Reading the housing stats

There has been lots of speculation about the economy and the housing market.  Reading the housing stats, there are a few similarities in today’s housing market compared to that of 2006-2007.  However, there are also many differences. 

Reading the housing stats
Home sale inventory is increasing

Of course, many of you reading the housing stats and bring up that this is as an indication of impending implosion. For example, the National Association of Realtors August 24th press release report on pending home sales indicated that pending home sales “…dropped slightly by 1.0% from June. It was the second straight monthly decline and the eighth in the last nine months.” There are however, regional differences, “Pending sales fell in three of four major regions, with the West posting a small increase. Compared to the prior year, contract signings declined by double digits in each region, with pending sales in the West down 30%.” Pending home sales is a measure of how many homes went under contract during a specified period of time.

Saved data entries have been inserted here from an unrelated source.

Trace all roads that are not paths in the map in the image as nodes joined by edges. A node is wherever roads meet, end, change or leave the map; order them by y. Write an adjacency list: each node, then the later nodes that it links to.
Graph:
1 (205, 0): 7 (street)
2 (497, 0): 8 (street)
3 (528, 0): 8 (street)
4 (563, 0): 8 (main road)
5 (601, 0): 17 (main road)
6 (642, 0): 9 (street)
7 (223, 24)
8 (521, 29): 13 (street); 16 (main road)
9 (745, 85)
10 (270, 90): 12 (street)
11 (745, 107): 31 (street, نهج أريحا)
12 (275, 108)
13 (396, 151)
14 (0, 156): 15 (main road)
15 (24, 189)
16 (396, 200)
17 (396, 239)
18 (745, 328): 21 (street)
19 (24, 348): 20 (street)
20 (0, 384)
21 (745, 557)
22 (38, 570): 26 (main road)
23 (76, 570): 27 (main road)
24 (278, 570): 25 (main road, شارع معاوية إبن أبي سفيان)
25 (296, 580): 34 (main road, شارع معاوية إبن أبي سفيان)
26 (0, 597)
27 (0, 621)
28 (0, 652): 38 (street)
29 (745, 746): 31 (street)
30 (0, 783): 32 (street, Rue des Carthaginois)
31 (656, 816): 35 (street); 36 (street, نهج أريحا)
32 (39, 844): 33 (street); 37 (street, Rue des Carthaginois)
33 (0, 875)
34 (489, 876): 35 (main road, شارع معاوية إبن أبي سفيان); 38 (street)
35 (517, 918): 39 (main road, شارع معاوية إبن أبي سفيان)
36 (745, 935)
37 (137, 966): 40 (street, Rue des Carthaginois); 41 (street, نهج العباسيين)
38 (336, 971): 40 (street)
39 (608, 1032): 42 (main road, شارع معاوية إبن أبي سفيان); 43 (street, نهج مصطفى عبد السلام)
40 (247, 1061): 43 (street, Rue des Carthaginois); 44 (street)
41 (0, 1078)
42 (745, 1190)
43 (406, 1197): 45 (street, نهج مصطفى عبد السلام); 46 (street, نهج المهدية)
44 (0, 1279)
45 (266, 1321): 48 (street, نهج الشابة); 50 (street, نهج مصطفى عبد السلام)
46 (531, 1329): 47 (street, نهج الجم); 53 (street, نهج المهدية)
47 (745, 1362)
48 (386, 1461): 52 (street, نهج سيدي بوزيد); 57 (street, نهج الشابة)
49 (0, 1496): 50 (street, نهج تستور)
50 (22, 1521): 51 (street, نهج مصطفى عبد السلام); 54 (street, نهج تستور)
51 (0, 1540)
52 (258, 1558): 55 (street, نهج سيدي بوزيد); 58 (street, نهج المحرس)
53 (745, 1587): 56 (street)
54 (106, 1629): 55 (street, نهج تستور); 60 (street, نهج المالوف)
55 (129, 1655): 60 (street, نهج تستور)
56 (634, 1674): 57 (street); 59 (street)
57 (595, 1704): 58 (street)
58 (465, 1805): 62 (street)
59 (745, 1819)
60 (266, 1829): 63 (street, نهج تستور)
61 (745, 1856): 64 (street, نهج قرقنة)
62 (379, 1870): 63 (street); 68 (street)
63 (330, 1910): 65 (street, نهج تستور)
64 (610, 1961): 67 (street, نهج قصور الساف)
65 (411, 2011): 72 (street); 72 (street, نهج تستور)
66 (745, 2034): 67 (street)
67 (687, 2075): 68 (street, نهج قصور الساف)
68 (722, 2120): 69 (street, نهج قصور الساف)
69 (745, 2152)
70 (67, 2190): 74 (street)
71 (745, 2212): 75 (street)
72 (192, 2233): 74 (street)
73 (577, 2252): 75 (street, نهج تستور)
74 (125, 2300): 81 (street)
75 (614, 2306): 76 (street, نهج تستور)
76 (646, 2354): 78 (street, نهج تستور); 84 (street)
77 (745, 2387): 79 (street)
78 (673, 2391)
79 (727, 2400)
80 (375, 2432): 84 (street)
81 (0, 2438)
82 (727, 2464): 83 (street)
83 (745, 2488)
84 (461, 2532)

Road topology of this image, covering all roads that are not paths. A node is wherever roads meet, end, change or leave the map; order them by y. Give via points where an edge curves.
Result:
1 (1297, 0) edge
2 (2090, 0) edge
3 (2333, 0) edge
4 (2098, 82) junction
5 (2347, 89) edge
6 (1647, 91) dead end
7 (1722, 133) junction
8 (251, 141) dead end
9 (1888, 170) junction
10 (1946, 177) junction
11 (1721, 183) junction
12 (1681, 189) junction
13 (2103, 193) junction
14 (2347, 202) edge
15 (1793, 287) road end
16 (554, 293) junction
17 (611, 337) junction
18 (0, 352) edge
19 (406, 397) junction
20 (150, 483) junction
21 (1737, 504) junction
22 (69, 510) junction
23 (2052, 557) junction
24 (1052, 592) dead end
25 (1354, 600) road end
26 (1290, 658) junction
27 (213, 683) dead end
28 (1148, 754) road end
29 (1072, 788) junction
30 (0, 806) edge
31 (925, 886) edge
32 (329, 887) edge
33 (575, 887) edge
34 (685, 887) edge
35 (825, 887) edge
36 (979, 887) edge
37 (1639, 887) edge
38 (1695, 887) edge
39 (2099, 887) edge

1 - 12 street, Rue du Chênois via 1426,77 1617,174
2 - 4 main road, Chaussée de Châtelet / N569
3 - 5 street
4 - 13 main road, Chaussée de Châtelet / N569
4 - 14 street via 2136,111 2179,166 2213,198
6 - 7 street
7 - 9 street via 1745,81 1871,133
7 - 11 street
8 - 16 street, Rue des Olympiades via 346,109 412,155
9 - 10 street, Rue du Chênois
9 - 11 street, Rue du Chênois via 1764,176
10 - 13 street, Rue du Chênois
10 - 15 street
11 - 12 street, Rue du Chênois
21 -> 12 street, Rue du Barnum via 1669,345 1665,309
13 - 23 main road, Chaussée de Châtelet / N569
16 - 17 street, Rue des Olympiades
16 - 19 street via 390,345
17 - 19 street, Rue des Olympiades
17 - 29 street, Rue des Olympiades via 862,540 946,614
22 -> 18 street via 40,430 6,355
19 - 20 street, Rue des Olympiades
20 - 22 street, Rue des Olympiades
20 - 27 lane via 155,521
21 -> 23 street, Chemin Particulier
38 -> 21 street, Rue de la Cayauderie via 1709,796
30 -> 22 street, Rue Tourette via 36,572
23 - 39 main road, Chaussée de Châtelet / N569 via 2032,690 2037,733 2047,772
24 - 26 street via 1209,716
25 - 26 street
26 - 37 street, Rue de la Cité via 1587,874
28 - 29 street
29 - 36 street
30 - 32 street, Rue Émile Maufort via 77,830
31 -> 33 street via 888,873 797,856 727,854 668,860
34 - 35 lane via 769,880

Existing-home sales (resale homes) also declined according to the National Association of Realtors.  The NAR August 18th press release reported that existing-home sales “…fell for the sixth consecutive month to a seasonally adjusted annual rate of 4.81 million. Sales were down 5.9% from June and 20.2% from one year ago.

Although the contracts and sales are evening out, home prices continue to climb. As reported by the NAR, the median home sale price increased 10.8 percent from the same time last year.  According to National Association of Realtors Chief Economist, Lawrence Yun, “Home prices are still rising by double-digit percentages year-over-year, but annual price appreciation should moderate to the typical rate of 5% by the end of this year and into 2023. With mortgage rates expected to stabilize near 6% alongside steady job creation, home sales should start to rise by early next yearThe ongoing sales decline reflects the impact of the mortgage rate peak of 6% in early June. Home sales may soon stabilize since mortgage rates have fallen to near 5%, thereby giving an additional boost of purchasing power to home buyers.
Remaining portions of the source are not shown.